Guitarist Sharon Isbin celebrates 25 years on Aspen faculty |

Guitarist Sharon Isbin celebrates 25 years on Aspen faculty

Andrew Travers
The Aspen Times
Guitarist Sharon Isbin will perform Wednesday at the Aspen Music Festival with Stanley Jordan and Romero Lubambo.
J Henry Fair/Courtesy photo |

If You Go …

What: Guitar Passions with Sharon Isbin, Stanley Jordan and Romero Lubambo

Where: Harris Concert Hall

When: Thursday, Aug. 6, 8 p.m.

How much: $65


What: Sharon Isbin Guitar Master Classes

Where: Bucksbaum Campus

When: Friday, Aug. 7, 1 p.m.; Sunday, Aug. 9, 11 a.m.; Wednesday, Aug. 12, 9 a.m.; Friday, Aug. 14, 1 p.m.; Sunday, Aug. 16, noon; Wednesday, Aug. 19, 9 a.m.

How much: Free

More info:

What: Classical Guitar Recital

Where: Scanlan Hall, Bucksbaum Campus

When: Thursday, Aug. 20, 6 p.m.

How much: Free

More info:

Sharon Isbin has performed on the Grammys and for the Obamas at the White House. She’s released 27 albums and soloed with nearly 200 orchestras. She’s blazed a trail for women in the world of classical guitar and is generally regarded as the instrument’s best living practitioner.

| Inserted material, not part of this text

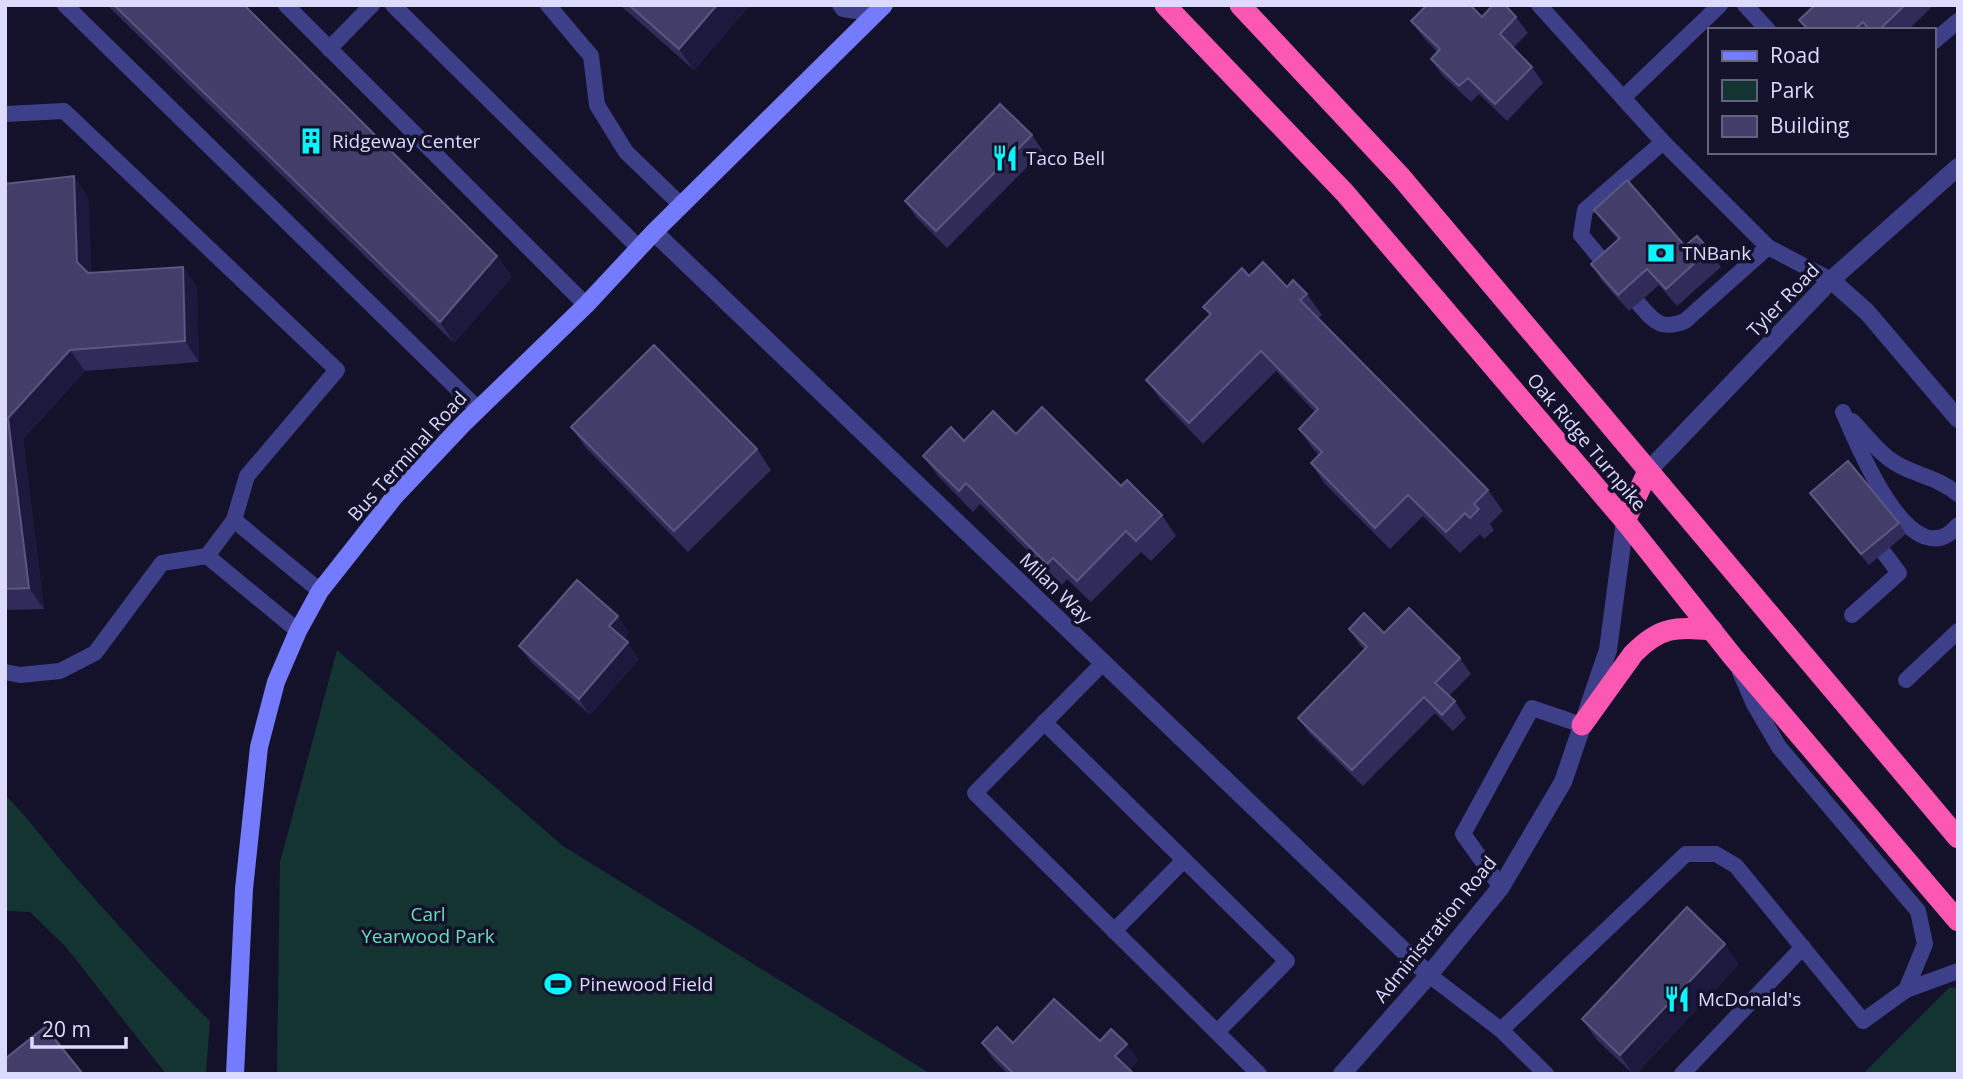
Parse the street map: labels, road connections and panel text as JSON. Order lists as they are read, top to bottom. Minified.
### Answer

And her musical journey began in Aspen, where she first arrived as an Aspen Music Festival and School student in the 1970s, and where this summer she is celebrating her 25th year running the school’s guitar program.

The Minnesota native’s time as a teen here, studying under Aspen guitar program founder Oscar Ghiglia, began a career-long relationship with the school. The Aspen experience, Isbin said in a recent interview, has shaped her musical sensibilities and her adventurous guitar forays across genres and cultures.

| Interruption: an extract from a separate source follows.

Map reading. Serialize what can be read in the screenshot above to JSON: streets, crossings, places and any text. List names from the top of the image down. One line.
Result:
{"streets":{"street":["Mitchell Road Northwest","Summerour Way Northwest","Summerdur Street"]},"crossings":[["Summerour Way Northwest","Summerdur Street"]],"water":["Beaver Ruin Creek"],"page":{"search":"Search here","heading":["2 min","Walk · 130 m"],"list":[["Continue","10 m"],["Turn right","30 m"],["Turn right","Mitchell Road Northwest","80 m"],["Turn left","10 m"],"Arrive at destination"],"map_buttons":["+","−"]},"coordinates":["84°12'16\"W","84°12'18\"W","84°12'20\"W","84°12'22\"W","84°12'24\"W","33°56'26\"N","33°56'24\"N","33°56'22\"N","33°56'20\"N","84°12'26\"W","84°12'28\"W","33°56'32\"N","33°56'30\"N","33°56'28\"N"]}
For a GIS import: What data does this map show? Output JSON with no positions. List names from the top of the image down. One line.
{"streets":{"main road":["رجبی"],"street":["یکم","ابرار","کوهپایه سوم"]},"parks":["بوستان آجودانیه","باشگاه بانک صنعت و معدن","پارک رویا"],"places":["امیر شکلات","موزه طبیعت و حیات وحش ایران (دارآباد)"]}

“There’s really no place like it in the world where you can have such focused concentration on your area of study plus an exposure to amazing musicians from the orchestral world, the vocal world, from chamber music, not to mention the forays into jazz and bluegrass, in a setting that is breathtaking,” she said. “People are lured by the mountains as much as they are by the beautiful music. That’s inspiring to everyone who is playing. You look out at that and you say, ‘I’m going to play great music.’”

Isbin performs today at the festival with fellow guitarists Stanley Jordan and Romero Lubambo in one of the most anticipated concerts of the season.

The program, similar to what the trio performed on a 20-city world tour last year, will include classical guitar compositions from Spain and South America with a jazz-infused Brazilian style as its centerpiece. The trio performs in seven different configurations.

Isbin has collaborated with Jordan and Lubambo on and off since the 1990s, and recorded with them on her 2011 album “Guitar Passions.”

The pieces they’ve selected highlight Jordan and Lubambo’s improvisational skills and include Rodrigo’s “Adagio” concerto arranged for guitars, concluding with Jordan playing an improvisational electric guitar bossa nova.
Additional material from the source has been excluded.